The number of households receiving home heating/cooling assistance reached record levels for the second year in a row, according to the National Energy Assistance Directors' Association (NEADA).
The group -- made up of state directors of the Low-Income Home Energy Assistance Program (LIHEAP) -- released the results of its fiscal year (FY) 2009 state recipient survey. The number of households receiving heating assistance grew from 6.1 million (5.8 million heating and 0.3 million cooling) to 8.3 million (7.7 million heating and 0.6 million cooling).
Eleven states reported increases of more than 50%. They are California, 162%; Texas, 122%; Florida, 104%; Nevada, 80%; Arizona, 80%; Oklahoma, 76.3%; Kentucky, 72.1%; Delaware, 71%; Tennessee, 62%; Oregon, 55%; and Washington, 54%.
For FY 2010 NEADA is projecting an increase of 20% in the number of families applying for assistance based on initial application rates. The current funding level will not be sufficient to meet the need if these trends continue, the association said. "In the absence of supplemental funding, states will have few choices other than to reduce benefits, tighten eligibility requirements or close programs early."
Utility shut-offs and arrearages remained at high levels with approximately 4.3 million households shut off from power in FY 2009, up from 4.1 million in 2008. These families owed a total of $1.2 billion, up from $1 billion in FY 2008. The average amount owed increased from $253 to $279. Approximately 12.5 million households were at least 30 days behind in paying utility bills in FY 2009 as compared to 13.1 million in FY 2008. These families owed about $3.4 billion as compared to $3.6 billion in FY 2008. The average amount owed increased from $272 to $276.

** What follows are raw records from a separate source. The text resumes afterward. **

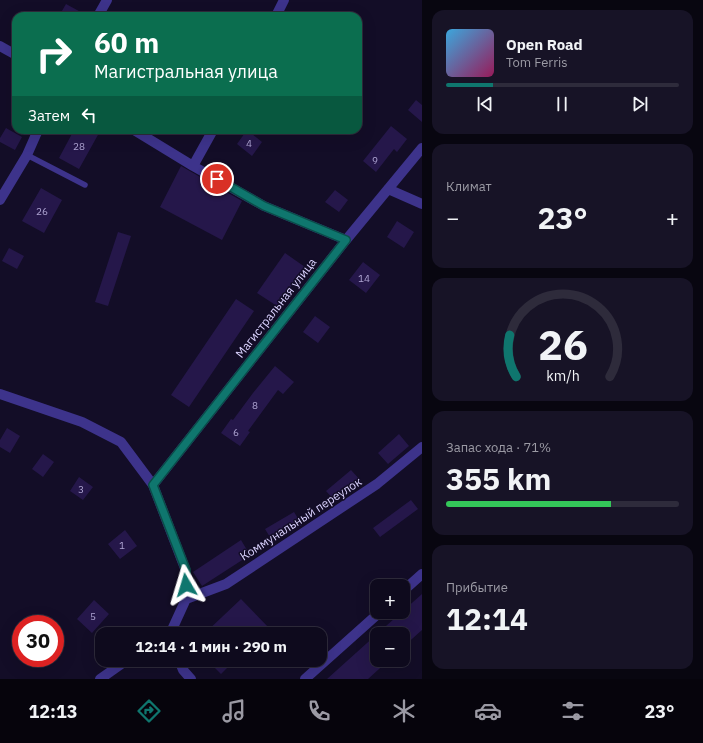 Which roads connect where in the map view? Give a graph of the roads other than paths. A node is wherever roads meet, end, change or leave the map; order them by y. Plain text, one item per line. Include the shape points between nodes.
1 (107, 0) edge
2 (284, 0) edge
3 (100, 12) edge
4 (278, 12) edge
5 (0, 46) edge
6 (12, 53) edge
7 (36, 134) edge
8 (141, 134) edge
9 (211, 134) edge
10 (422, 148) edge
11 (27, 155) junction
12 (193, 166) junction
13 (85, 186) dead end
14 (388, 189) junction
15 (0, 200) edge
16 (422, 204) edge
17 (346, 240) junction
18 (0, 394) edge
19 (422, 447) edge
20 (153, 485) junction
21 (422, 574) edge
22 (410, 585) edge
23 (186, 599) junction
24 (372, 619) edge
25 (173, 627) edge
26 (117, 667) edge
27 (182, 667) edge
28 (100, 679) edge
29 (191, 679) edge
30 (305, 679) edge

1 - 3 street
2 - 4 street
5 - 6 street
7 - 11 street
8 - 12 street
9 - 12 street
10 - 14 street, Магистральная улица
11 - 13 lane
11 - 15 street
12 - 17 street via 264,206
14 - 16 street
14 - 17 street, Магистральная улица
17 - 20 street, Магистральная улица
18 - 20 street via 82,422 120,442
19 - 23 street, Коммунальный переулок via 377,484 226,584
20 - 23 street via 186,570
21 - 22 street
23 - 25 street
24 - 30 street
26 - 28 street
27 - 29 street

While arrearage and shut-off rates remain high, the situation could have been significantly worse if Congress had not increased LIHEAP funding from $2.57 billion in FY 2008 to $5.1 billion in FY 2009 (see NGI, Oct. 20, 2008), NEADA said. Nevertheless, only 18% of the eligible households received assistance, according to the association.

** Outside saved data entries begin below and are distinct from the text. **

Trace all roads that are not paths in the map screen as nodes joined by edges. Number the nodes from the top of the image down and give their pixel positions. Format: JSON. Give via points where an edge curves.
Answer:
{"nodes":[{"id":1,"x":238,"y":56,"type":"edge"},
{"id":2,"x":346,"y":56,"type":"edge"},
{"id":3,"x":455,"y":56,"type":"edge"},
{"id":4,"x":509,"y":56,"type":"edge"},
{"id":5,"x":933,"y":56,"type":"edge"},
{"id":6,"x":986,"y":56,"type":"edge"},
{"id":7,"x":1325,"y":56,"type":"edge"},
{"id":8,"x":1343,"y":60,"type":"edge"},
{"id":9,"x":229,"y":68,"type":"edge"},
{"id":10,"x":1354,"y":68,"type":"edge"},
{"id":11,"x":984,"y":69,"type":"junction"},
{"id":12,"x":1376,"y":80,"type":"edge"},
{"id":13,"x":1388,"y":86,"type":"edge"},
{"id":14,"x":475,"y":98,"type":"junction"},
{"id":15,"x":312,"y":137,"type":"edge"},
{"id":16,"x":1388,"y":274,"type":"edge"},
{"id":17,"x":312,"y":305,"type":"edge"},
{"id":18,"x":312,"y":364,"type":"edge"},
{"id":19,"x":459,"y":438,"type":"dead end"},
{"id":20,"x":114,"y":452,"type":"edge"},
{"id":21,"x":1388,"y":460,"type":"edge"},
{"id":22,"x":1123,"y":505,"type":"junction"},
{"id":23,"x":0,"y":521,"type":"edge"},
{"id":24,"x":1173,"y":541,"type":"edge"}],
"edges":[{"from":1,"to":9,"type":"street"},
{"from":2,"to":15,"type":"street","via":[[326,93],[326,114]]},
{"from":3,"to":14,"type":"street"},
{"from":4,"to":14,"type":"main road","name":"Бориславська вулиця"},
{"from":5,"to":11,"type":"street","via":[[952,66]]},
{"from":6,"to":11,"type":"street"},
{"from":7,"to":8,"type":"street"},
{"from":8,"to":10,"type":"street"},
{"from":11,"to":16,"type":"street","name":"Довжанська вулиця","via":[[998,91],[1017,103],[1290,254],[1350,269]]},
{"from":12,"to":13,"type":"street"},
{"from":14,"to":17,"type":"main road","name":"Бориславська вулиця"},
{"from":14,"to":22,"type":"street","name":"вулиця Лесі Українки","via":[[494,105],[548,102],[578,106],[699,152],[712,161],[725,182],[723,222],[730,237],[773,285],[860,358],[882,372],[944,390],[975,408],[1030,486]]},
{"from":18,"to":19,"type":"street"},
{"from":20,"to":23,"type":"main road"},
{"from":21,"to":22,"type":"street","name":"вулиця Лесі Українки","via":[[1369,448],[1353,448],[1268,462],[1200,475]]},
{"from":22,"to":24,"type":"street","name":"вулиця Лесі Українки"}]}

And households have been dialing back their thermostats, too, according to analysts following the energy industry. In September analysts at Barclays Capital said the recession had impacted gas demand among residential and commercial consumers to a degree not seen in previous downturns. "Previous recessions have not materially shifted demand from trend growth. However, with the focus of the current recession on the housing sector and knock-on effects to consumption, perhaps another variable has been introduced in the determination of demand," the analysts said (see NGI, Sept. 14, 2009).
Some price relief could be in store for some consumers, NEADA pointed out. Average energy prices are projected by the Energy Information Administration to decline modestly by $76 from $1,038 to $962, according to NEADA. Prices in the cold weather states are expected to be significantly higher, though. For example, those using heating oil in the Northeast are expected to pay close to $2,000 this winter, almost double the national average by NEADA's estimate.
The average share of home heating costs covered by LIHEAP increased from 33.3% to 47.7%. The average grant increased from $330 to $495, largely because of the increase in the appropriation level, according to NEADA's latest report.